O AMOR DE
ZINHAZINHA & CALANGUINHO ZÉ – Imagem: arte do
fotógrafo e artista visual Merve Ozaslan.
- Não fosse o embuchamento de Bezinha de Carrinho Calango e o de Nega Conça e
João Buchudo, não haveria compadrio mais estreito, daqueles tipo fábula de La
Fontaine: juntos prosperavam. A prenhez de ambas levou ao pacto de que
seguiriam ali, haja o que houvesse, para sempre, encangados um no outro. E selaram
com um peido quádruplo. As mulheres refugaram: Não pode haver outro jeito? Não.

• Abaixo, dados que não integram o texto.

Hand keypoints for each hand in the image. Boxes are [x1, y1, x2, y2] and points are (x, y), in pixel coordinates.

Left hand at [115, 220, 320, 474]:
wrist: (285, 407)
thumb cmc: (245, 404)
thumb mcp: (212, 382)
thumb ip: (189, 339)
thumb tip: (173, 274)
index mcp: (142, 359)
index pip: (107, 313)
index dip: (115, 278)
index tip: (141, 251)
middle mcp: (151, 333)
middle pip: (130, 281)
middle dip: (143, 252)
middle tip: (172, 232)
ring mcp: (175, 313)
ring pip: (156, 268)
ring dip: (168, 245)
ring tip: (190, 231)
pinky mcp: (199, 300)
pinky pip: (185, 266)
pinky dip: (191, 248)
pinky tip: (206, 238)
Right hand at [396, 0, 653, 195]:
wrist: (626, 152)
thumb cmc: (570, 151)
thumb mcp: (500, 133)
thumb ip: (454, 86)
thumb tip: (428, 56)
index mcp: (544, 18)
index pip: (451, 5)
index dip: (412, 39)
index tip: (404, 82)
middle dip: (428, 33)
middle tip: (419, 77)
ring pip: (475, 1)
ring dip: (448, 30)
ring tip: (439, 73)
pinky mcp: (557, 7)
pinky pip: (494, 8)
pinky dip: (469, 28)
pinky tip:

E foi: poin, poin... poin... e.. poin. É que Bezinha quase caga fora do caco,
não esperava a bosta pronta pra sair naquela hora. O acordo mútuo só não
rebentou na mesma hora, por causa do vexame de Calanguinho Zé nascer quase
antes do tempo, por conta de uma escapulida de um pum fora de hora da mãe, de
agilizar o parto e o menino sair quase melado de merda com um berreiro maior do
que aquelas igrejas de crentes que pensam que Deus é surdo, pense no maior
zoadeiro. Não demorou muito e Zefinhazinhazinha abria a porteira do mundo depois
de uma ajeitada nas pregas do cu, pra lançar uma menina ao coro ao avexado, numa
felicidade geral. Com o passar do tempo ninguém nem mais sabia quem era filho
de quem, o casalzinho de filhos pra lá e pra cá, tudo tratado como se tivesse
dupla paternidade e quase se tornavam siameses de tão unidos que eram. Brincavam,
comiam, aprontavam, largavam peidação e só não adolesceram juntos, porque João
Buchudo teve que mudar de cidade, levando a mulher e a filha na cacunda
peidorrenta. A tragédia não foi maior porque se prometeram visitas mútuas de
tempos em tempos, o que não se deu devido situação periclitante que ficaram
depois da separação: fedidos juntos não precisavam de mais ninguém. Anos se
passaram e Calanguinho Zé já rapaz quase homem feito, topou com aquela que
buliu no seu coração, assim do nada. Quem seria? Ela também ao vê-lo sentiu que
as coisas iam mais pra desmantelo que para simples saudação, e de lá ficou naquele
pisca-pisca olha-não-olha. Ambos tímidos, não saíram do lugar. Foi preciso um
incidente para que se aproximassem. Ele: Que coisa, né? Ela: É. Que terá sido?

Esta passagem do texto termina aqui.